Salamander said:
Hmmm? I hear the same arguement, against Scripture, that says there is no "scriptural" proof for KJVOism, but where is Scriptural proof that it isn't?
We don't establish doctrine or claim divine truth based on what cannot be disproven from the Bible. We estalish belief, doctrine, and determine divine truth from what the Bible positively affirms.
For instance, you cannot provide scriptural citations proving that babies shouldn't be baptised. We know it is wrong because it IS NOT what scripture directly establishes and affirms.
The same is true for KJVOnlyism. We know it is wrong because it is not what scripture directly establishes... and is not what the facts of history as interpretted in accord with scriptural principles tell us.

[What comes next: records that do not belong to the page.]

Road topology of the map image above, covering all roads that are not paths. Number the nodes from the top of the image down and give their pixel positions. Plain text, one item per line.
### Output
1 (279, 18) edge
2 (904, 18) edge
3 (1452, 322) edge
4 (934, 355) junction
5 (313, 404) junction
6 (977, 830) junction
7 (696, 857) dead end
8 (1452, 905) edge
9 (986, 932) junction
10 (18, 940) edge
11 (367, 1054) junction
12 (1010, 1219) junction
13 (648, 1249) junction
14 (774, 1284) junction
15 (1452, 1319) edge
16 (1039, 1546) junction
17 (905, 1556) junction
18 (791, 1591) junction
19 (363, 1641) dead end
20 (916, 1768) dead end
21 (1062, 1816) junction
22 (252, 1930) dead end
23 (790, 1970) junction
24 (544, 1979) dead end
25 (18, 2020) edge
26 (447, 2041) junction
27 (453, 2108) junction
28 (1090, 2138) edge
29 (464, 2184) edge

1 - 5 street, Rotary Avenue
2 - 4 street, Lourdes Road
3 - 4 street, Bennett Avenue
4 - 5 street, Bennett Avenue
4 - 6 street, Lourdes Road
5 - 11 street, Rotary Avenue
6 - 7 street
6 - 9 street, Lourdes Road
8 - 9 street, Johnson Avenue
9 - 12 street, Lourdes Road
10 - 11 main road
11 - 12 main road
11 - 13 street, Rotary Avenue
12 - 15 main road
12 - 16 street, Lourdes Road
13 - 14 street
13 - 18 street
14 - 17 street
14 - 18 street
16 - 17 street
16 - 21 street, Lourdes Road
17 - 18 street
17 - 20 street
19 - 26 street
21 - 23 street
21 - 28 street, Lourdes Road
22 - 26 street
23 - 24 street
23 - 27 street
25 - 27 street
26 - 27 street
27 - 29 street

I also hear arguement against words found in the KJB as them being archaic, but for that to be honestly true, the words would have to have been deleted or lost from the language, but they are not: "archaic" means "not in use", but these words deemed archaic are used in the very arguement against them.

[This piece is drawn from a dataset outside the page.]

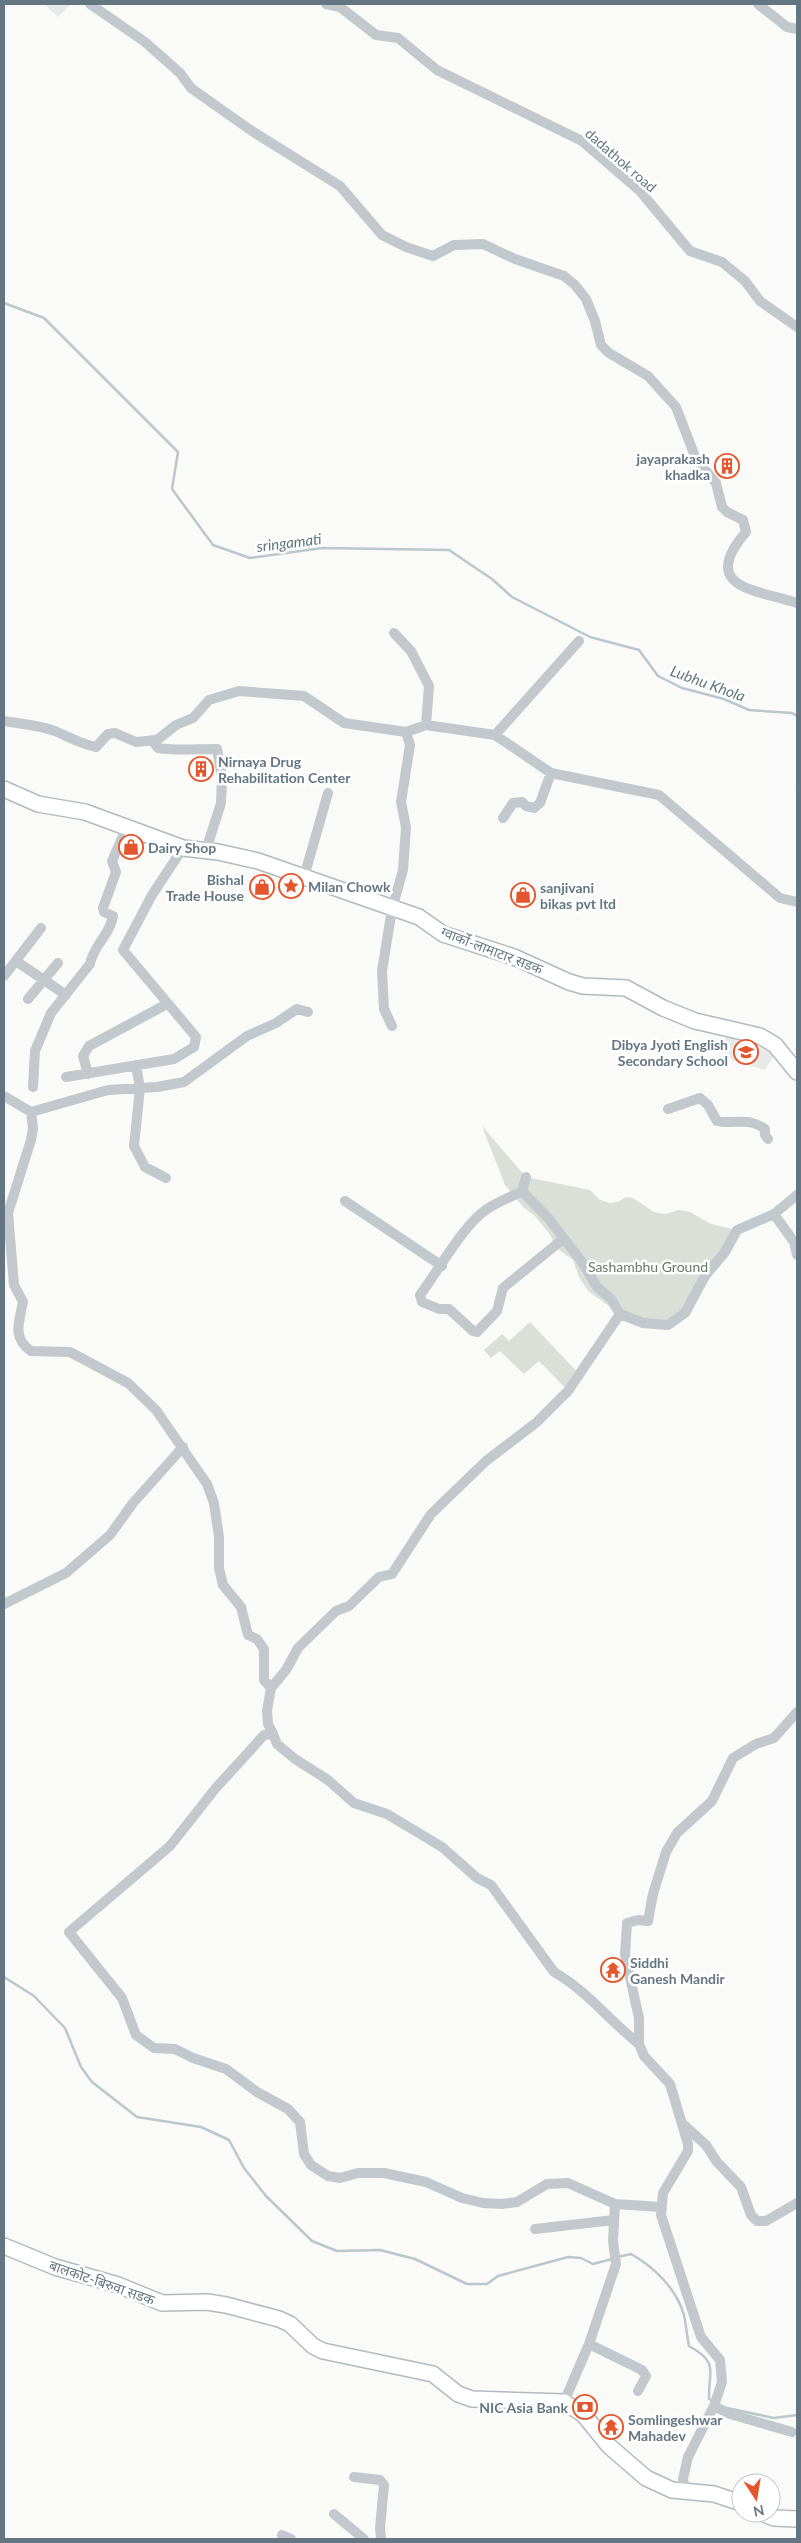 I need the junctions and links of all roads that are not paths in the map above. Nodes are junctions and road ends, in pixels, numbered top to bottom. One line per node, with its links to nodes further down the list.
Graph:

Often it is the definitions rather than the words that are no longer in use... which is actually worse than the words themselves being out of use. For instance, "conversation" as a word is not archaic. The definition of conversation=behavior is largely archaic.
The definition "to share" is archaic for the word "communicate". When someone says they've communicated with someone, we assume they've talked with them... not given them something.
Anybody else notice the sheer lunacy in the arguement against the King James Bible?
Anybody else noticed the persistent dishonesty of questions like this? The arguments aren't "against" the KJV. They are against a false belief about the KJV.
I am critical of my children when they don't do things well. I am not "against" my children. I am willing to be critical of the KJV in the few places where it is not correct on some technical point. I am not "against" the KJV.
If the debate isn't important to the MV proponents, then why do they vehemently argue so much?
Because KJVOnlyism is a false, divisive belief that has the capacity to keep people ignorant of God's Word by only allowing them to read the Bible in language they lack the education to understand.
God didn't inspire the NT in classical Greek. He used the language of the marketplace... the everyday language of the people. Regardless of any other protest you might make, you cannot rationally contend that the language of the KJV is how people talk every day.
Why is it when they are pressed they go to the preface to the King James, persistently overlooking the humility of the translators, as some sort of "proof" against the stand for the King James Bible?
Because it
is proof decidedly against KJVOnlyism. Read the words for yourself. They specifically denied that their work was perfect or could not be improved on.
It would then be no wonder to the observer, that those who argue; are only those who argue against the King James Bible, then act as if they prefer the KJB, when actually they repeatedly argue against it;
I prefer my wife... by no means am I delusional enough to believe she is completely without flaw or cannot improve.
the rest are simply standing on the preservation of God's Word in the KJB.
No. You are standing on the false, unsupported notion that God's Word has only been preserved in the KJV and/or TR.
Hmmm? Isn't the preservation of God's Word important enough to argue against those versions that either confound the understanding or omit portions that concrete the understanding beyond any misinterpretation?

raise: :Fish:

raise:
You have yet to prove any confounding of understanding. Further, whether a "portion" 'concretes' an understanding or not isn't the issue, is it? The issue is "What is the best representation of what God originally inspired?" There are merited arguments on every variant. The assumption that one is right and all others are wrong as a "proof" that all of the others are wrong is quite obviously without any merit at all. You can't use an assumption as proof of anything.